Harga minyak West Texas Intermediate (WTI) lanjutkan penurunan dari hari sebelumnya, diperdagangkan di sekitar $98,5 per barel saat berita ini ditulis Pukul 13.40 WIB pada hari Rabu.

Harga minyak menghadapi tekanan ke bawah di tengah meningkatnya ekspektasi de-eskalasi di Timur Tengah setelah pernyataan dari Presiden AS, Donald Trump. Trump menunjukkan bahwa operasi AS bisa selesai sebelum Selat Hormuz sepenuhnya dibuka kembali, dengan tujuan menghindari perpanjangan konflik.

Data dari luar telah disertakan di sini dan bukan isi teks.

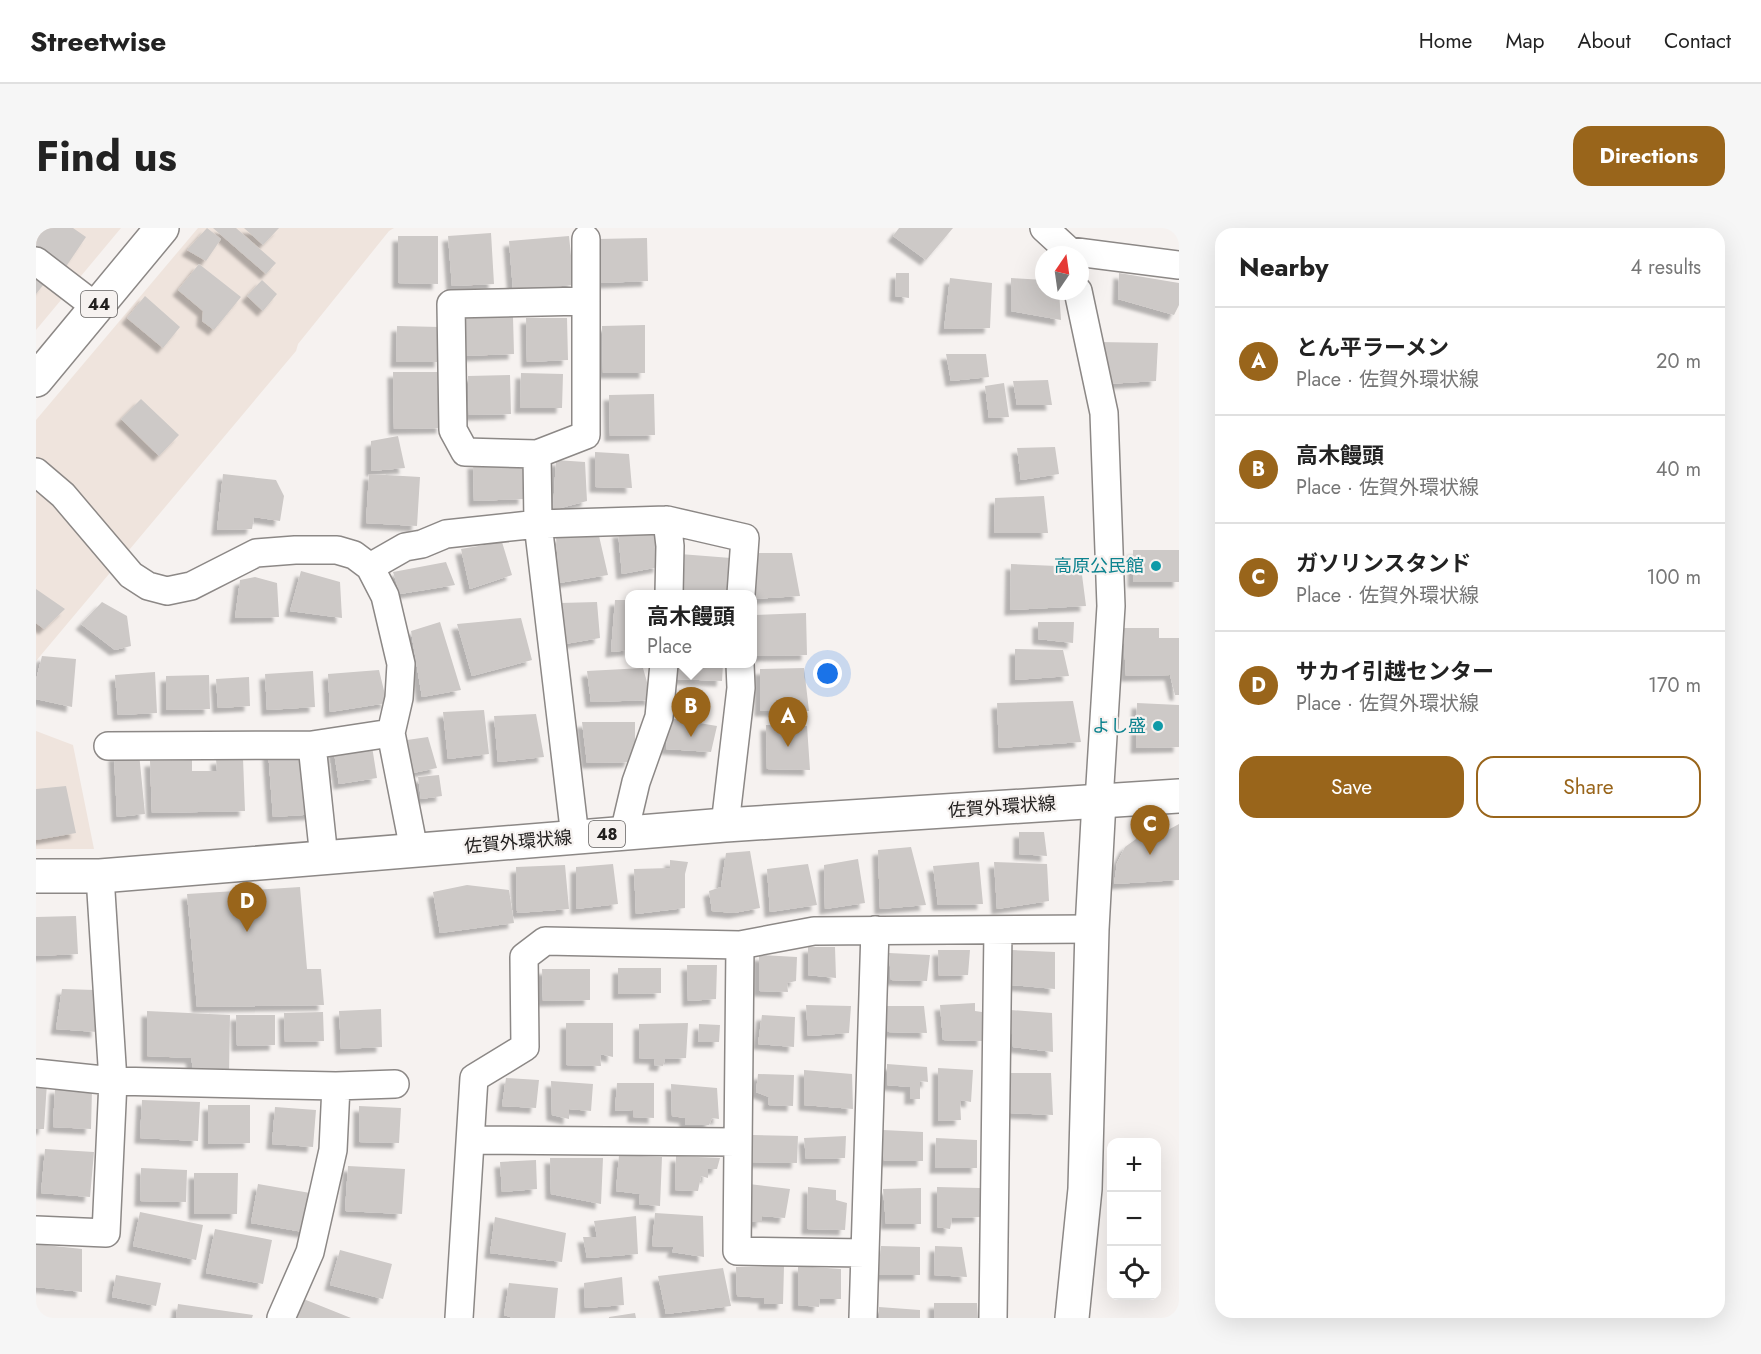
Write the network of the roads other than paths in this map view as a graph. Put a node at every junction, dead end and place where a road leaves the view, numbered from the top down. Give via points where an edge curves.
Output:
1 (162, 228) edge
2 (1044, 228) edge
3 (586, 239) dead end
4 (1063, 246) edge
5 (1089, 255) edge
6 (36, 261) edge
7 (1179, 265) edge
8 (1080, 300) edge
9 (586, 302) junction
10 (96, 307) junction
11 (36, 380) edge
12 (537, 454) junction
13 (36, 472) edge
14 (667, 520) junction
15 (538, 524) junction
16 (370, 567) junction
17 (669, 590) edge
18 (741, 590) edge
19 (664, 668) edge
20 (740, 668) edge
21 (391, 733) junction
22 (312, 745) junction
23 (108, 746) dead end
24 (1179, 796) edge
25 (1099, 801) junction
26 (725, 825) junction
27 (624, 833) junction
28 (575, 837) junction
29 (414, 850) junction
30 (324, 858) junction
31 (36, 876) edge
32 (100, 876) junction
33 (1092, 929) junction
34 (875, 930) junction
35 (998, 930) junction
36 (740, 945) junction
37 (36, 1073) edge
38 (113, 1082) junction
39 (395, 1084) dead end
40 (336, 1086) junction
41 (471, 1140) junction
42 (737, 1142) junction
43 (36, 1230) edge
44 (865, 1253) junction
45 (281, 1318) edge
46 (459, 1318) edge
47 (863, 1318) edge
48 (993, 1318) edge
49 (1072, 1318) edge

1 - 10 main road, 44
2 - 4 street
3 - 9 street
5 - 7 street
6 - 10 street
8 - 25 street via 1104,414 1111,606
9 - 12 street via 586,435
9 - 12 street via 451,304 453,430 465,452
10 - 11 main road, 44
12 - 15 street
13 - 16 street via 63,495 131,575 148,586 167,591 191,586 256,553 337,550 354,555
14 - 15 street
14 - 17 street
14 - 18 street via 745,538
15 - 16 street via 447,534 405,547
15 - 28 street
16 - 21 street via 385,596 401,664
19 - 27 street via 659,717 636,782
20 - 26 street
21 - 22 street
21 - 29 street
22 - 23 street
22 - 30 street
24 - 25 main road, 佐賀外環状線 / 48
25 - 26 main road, 佐賀外環状線 / 48
25 - 33 main road
26 - 27 main road, 佐賀外環状線 / 48
27 - 28 main road, 佐賀外環状線 / 48
28 - 29 main road, 佐賀外環状線 / 48
29 - 30 main road, 佐賀外環状線 / 48
30 - 32 main road, 佐賀外環状線 / 48
31 - 32 main road, 佐賀外環状線 / 48
32 - 38 street
33 - 35 street
33 - 49 main road via 1085,1189
34 - 35 street
34 - 36 street via 814,931
34 - 44 street
35 - 48 street
36 - 41 street via 545,941 524,957 525,1047 474,1078
36 - 42 street
37 - 38 street
38 - 40 street
38 - 43 street via 106,1233
39 - 40 street
40 - 45 street via 333,1150 310,1252
41 - 42 street
41 - 46 street
42 - 44 street via 737,1251
44 - 47 street

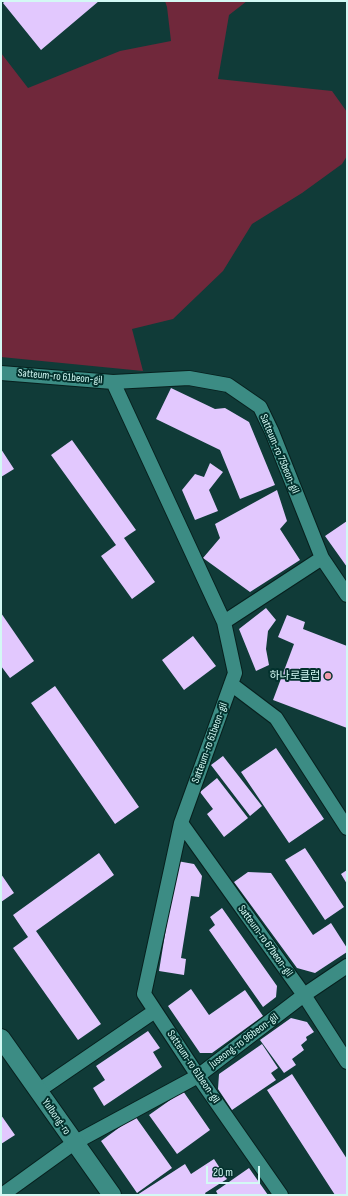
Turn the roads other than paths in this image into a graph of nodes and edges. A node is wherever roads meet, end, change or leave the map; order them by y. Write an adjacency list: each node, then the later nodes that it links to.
1 (1, 373): 2 (street, Satteum-ro 61beon-gil)
2 (113, 382): 3 (street, Satteum-ro 75beon-gil); 5 (street, Satteum-ro 61beon-gil)
3 (322, 558): 4 (street, Satteum-ro 75beon-gil); 5 (street)
4 (347, 595)
5 (224, 622): 6 (street, Satteum-ro 61beon-gil)
6 (231, 684): 7 (street, Satteum-ro 61beon-gil); 8 (street)
7 (180, 824): 10 (street, Satteum-ro 67beon-gil); 11 (street, Satteum-ro 61beon-gil)
8 (347, 828)
9 (347, 966): 10 (street, Juseong-ro 96beon-gil)
10 (304, 995): 13 (street, Satteum-ro 67beon-gil); 14 (street, Juseong-ro 96beon-gil)
11 (155, 1010): 14 (street, Satteum-ro 61beon-gil); 15 (street)
12 (1, 1038): 15 (street, Yulbong-ro)
13 (347, 1062)
14 (198, 1076): 16 (street, Juseong-ro 96beon-gil); 19 (street, Satteum-ro 61beon-gil)
15 (38, 1091): 16 (street, Yulbong-ro)
16 (74, 1143): 17 (street, Juseong-ro 96beon-gil); 18 (street, Yulbong-ro)
17 (2, 1195)
18 (112, 1195)
19 (281, 1195)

Presiden Iran juga memberi sinyal keterbukaan untuk mengakhiri permusuhan dengan jaminan-jaminan tertentu. Namun, ketidakpastian tetap ada karena sikap tegas Iran secara historis dan berlanjutnya keberadaan militer AS, yang dapat meningkatkan risiko eskalasi kembali.

Sementara itu, survei Reuters menunjukkan produksi minyak OPEC (Organization of the Petroleum Exporting Countries) turun tajam pada bulan Maret ke level terendah sejak Juni 2020, saat puncak pandemi COVID-19, sebagian besar disebabkan oleh gangguan pasokan terkait Selat Hormuz. Produksi turun sebesar 7,3 juta barel per hari (bph) pada basis bulanan menjadi 21,57 juta barel per hari.

American Petroleum Institute (API) melaporkan bahwa Stok Minyak Mentah Mingguan meningkat sebesar 10,263 juta barel pada pekan yang berakhir 27 Maret, menandai kenaikan terbesar dalam beberapa minggu. Kenaikan ini menyusul peningkatan sebelumnya sebesar 2,3 juta barel dan berlawanan dengan ekspektasi penurunan sebesar 1,3 juta barel.